Filter the entries for the word "Left". Copy each line in which it occurs.
********
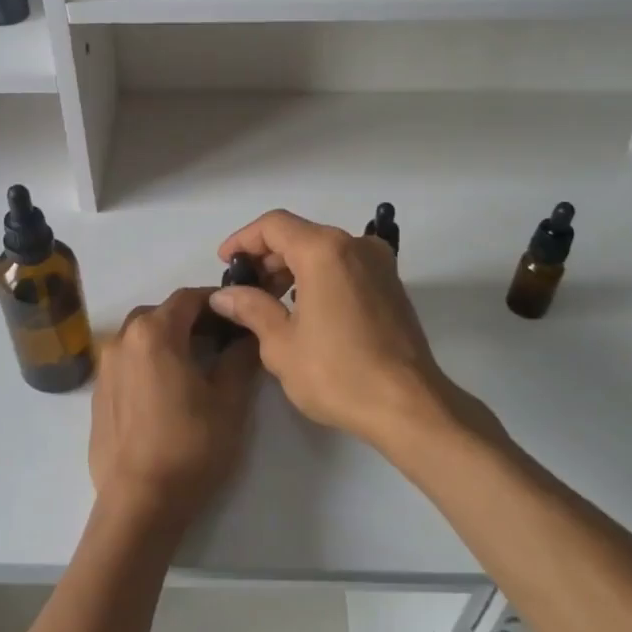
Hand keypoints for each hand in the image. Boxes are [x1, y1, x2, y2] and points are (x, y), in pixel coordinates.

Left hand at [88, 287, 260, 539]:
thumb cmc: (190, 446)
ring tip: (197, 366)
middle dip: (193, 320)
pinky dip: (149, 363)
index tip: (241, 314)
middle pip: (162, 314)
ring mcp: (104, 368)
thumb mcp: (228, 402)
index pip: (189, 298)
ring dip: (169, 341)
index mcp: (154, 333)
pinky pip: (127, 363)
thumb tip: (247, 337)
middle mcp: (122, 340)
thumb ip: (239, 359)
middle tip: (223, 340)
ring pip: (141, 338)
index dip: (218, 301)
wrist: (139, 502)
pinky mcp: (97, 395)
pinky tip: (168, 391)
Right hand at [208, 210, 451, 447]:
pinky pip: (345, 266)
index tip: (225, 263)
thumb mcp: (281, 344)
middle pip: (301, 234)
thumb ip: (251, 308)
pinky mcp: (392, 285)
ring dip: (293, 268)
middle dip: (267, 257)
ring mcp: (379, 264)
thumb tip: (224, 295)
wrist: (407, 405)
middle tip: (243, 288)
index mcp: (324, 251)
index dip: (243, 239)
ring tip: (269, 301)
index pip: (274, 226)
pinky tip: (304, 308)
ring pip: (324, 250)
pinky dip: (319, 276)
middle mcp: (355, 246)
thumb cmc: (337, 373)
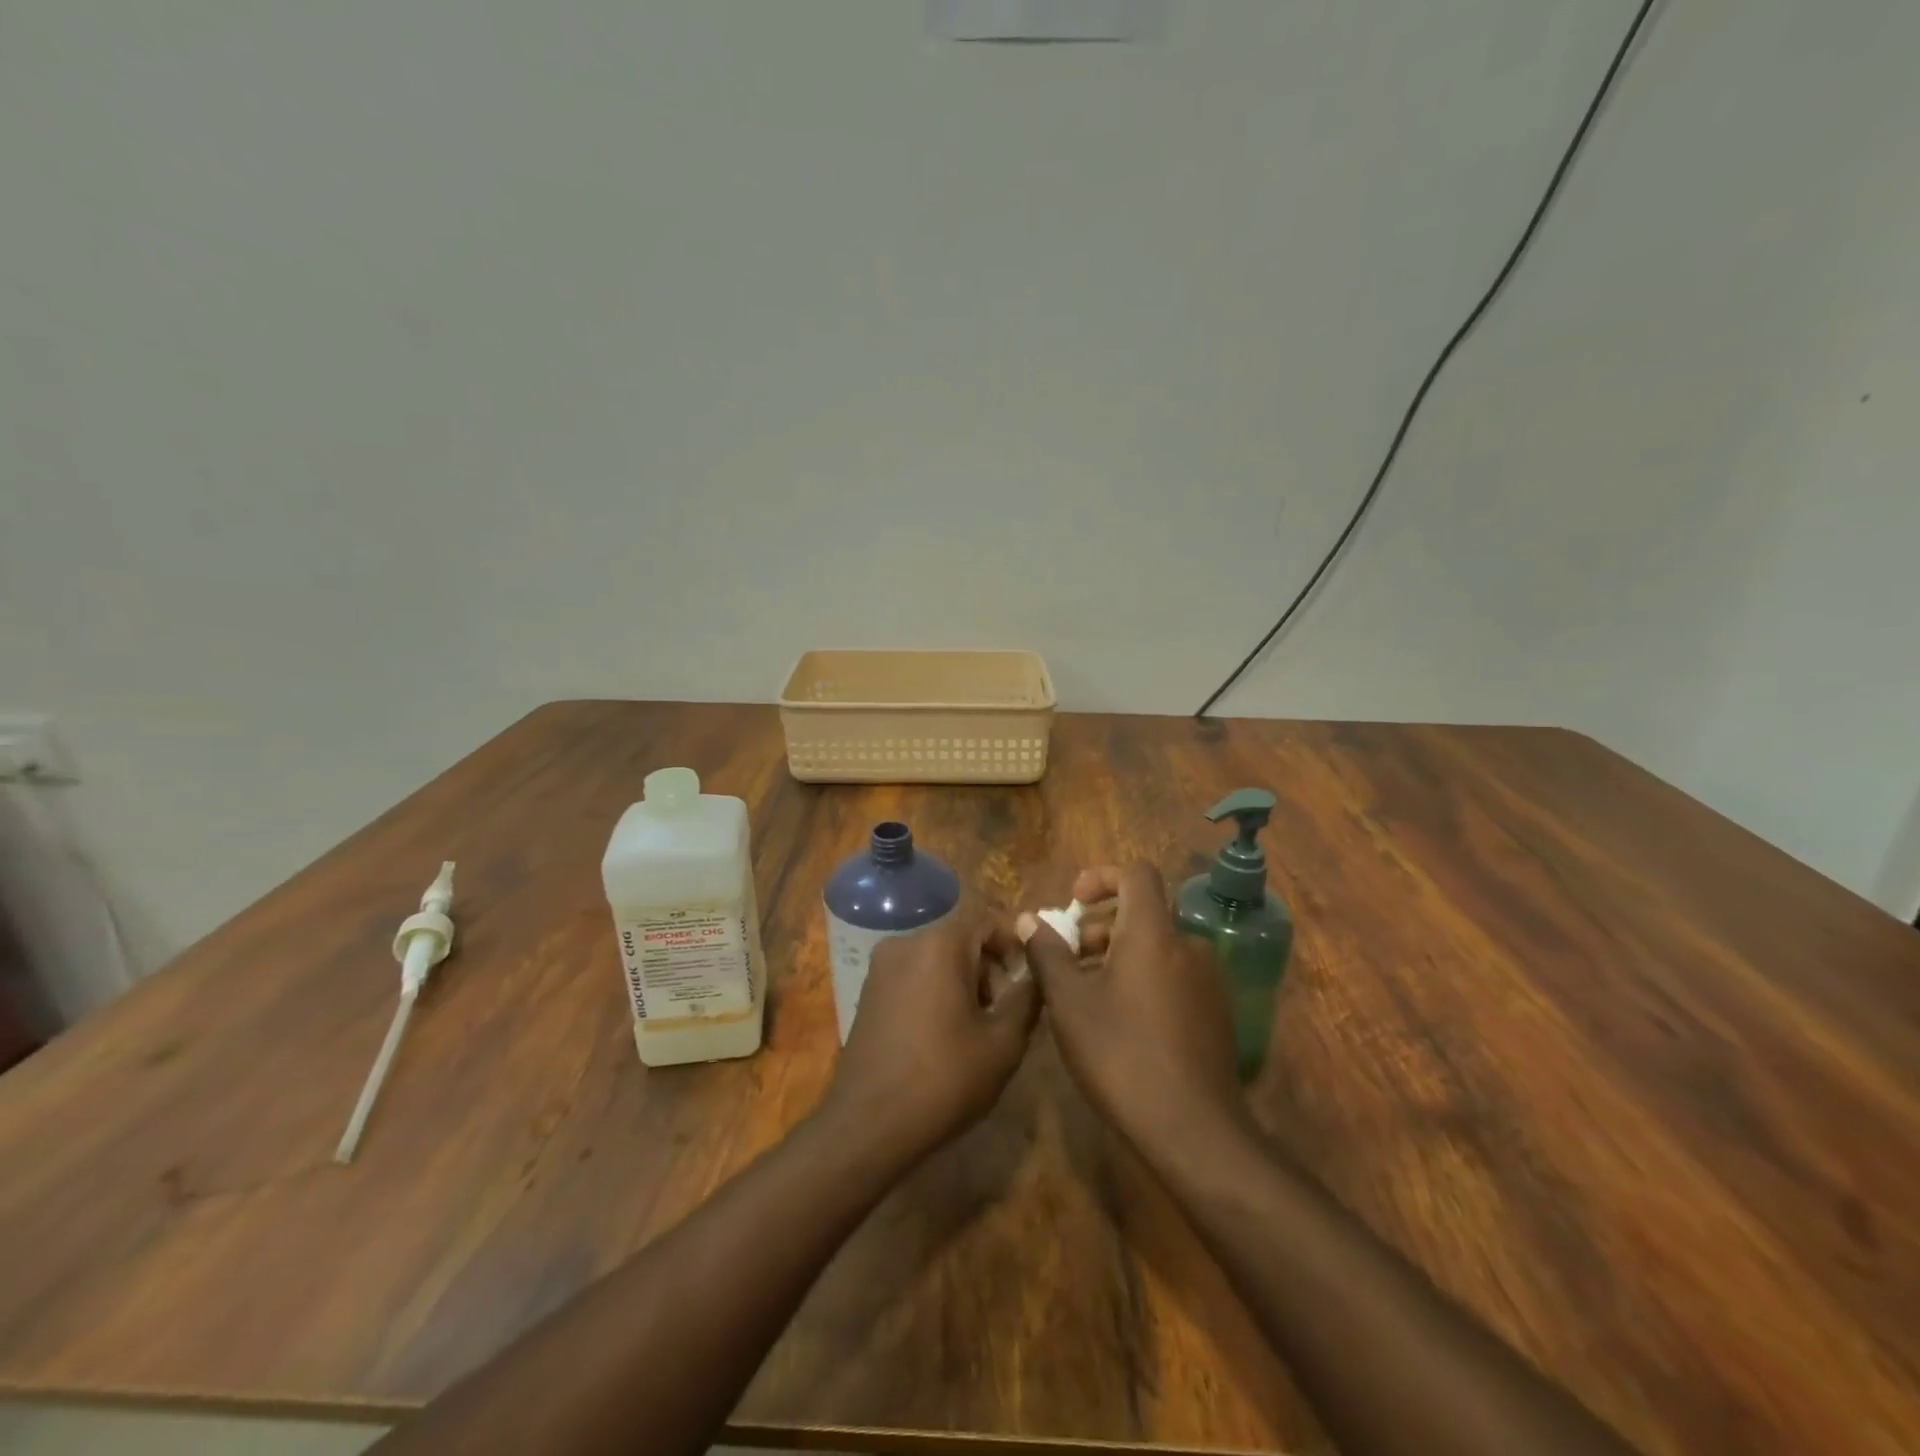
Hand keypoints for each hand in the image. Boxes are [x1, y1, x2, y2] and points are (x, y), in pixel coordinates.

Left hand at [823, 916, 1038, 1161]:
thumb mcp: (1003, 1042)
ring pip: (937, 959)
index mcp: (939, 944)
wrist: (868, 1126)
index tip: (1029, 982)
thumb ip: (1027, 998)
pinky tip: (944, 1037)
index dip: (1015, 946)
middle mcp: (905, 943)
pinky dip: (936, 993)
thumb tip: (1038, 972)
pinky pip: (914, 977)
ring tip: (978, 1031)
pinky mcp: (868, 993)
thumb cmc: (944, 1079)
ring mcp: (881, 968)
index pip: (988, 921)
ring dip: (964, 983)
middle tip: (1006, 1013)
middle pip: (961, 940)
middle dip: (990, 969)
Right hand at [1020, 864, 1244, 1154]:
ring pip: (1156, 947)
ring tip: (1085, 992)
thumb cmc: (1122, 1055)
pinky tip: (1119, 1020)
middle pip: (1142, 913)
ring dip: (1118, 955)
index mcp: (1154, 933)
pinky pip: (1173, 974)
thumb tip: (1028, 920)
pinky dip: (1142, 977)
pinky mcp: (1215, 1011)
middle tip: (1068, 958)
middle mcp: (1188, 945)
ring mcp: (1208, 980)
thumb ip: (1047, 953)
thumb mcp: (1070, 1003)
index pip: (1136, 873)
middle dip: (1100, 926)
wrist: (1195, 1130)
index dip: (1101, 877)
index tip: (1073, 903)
********
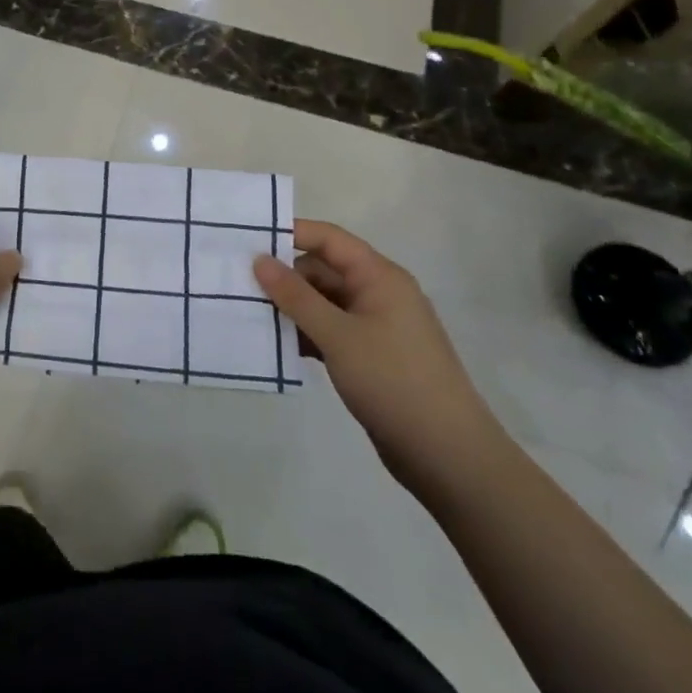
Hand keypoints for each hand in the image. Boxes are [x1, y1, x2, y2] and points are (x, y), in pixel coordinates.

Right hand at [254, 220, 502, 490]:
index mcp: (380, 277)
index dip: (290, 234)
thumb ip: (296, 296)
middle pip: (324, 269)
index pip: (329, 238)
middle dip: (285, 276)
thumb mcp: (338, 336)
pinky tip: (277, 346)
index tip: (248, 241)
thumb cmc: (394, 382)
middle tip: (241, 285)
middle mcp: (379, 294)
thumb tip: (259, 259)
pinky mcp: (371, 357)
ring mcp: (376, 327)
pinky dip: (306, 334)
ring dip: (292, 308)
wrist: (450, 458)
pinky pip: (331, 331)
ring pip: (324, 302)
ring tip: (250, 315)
********
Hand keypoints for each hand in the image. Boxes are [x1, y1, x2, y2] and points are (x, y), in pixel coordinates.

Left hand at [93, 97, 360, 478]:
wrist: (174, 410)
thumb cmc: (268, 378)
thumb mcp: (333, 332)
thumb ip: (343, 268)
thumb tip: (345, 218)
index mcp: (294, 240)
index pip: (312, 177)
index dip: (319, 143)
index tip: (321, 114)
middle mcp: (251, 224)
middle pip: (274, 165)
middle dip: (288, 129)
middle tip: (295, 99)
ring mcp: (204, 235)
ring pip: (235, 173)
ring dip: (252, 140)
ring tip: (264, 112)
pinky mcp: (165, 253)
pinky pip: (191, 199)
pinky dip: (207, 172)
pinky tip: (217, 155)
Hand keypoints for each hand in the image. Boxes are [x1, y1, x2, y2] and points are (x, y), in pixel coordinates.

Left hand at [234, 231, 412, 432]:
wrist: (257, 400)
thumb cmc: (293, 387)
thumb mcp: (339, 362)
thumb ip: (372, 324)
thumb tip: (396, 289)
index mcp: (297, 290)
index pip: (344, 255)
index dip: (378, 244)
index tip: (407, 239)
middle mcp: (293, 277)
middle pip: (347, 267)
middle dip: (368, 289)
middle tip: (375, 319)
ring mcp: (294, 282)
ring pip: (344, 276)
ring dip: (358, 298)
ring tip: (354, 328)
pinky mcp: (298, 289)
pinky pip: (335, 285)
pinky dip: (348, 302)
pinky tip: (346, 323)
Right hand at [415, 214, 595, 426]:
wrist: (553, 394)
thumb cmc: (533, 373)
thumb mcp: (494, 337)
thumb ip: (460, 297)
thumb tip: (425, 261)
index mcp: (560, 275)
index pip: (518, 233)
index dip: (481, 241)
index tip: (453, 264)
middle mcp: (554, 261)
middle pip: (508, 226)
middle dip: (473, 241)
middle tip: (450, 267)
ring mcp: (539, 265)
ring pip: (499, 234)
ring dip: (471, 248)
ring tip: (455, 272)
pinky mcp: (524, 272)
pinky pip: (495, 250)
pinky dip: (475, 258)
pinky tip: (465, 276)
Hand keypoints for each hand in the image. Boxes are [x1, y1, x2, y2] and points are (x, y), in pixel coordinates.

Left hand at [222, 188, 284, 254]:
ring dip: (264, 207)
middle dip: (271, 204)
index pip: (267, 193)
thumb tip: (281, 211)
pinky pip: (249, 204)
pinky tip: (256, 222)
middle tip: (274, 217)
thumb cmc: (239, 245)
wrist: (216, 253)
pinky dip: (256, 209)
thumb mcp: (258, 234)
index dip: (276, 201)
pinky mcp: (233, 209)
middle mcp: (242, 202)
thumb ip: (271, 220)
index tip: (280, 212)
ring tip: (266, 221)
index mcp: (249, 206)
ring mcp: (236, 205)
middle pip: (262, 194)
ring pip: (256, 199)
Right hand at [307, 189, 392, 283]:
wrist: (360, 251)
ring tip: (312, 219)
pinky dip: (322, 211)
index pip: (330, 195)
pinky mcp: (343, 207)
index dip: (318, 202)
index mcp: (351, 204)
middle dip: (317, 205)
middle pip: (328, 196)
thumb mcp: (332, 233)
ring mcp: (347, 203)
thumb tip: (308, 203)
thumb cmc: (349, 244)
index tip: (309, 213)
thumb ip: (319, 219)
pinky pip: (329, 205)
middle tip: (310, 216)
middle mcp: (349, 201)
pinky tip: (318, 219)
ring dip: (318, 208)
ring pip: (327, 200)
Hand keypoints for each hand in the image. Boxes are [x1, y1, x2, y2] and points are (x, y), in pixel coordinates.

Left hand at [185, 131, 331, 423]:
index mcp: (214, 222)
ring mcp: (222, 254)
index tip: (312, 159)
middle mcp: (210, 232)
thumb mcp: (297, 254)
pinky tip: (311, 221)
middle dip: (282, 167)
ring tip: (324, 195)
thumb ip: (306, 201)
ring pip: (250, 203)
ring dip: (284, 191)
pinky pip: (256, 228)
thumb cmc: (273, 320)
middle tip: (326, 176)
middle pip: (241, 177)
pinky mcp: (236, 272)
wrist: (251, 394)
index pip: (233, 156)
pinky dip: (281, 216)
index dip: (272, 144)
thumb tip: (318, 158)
********
• [SOLUTION TO THE PROBLEM]:
Left hand at [88, 287, 260, 539]:
Left hand at [823, 916, 1038, 1161]:
Left hand at [93, 97, 360, 478]:
Left hand at [234, 231, 412, 432]:
Left hand at [222, 188, 284, 254]:
Left hand at [185, 131, 331, 423]:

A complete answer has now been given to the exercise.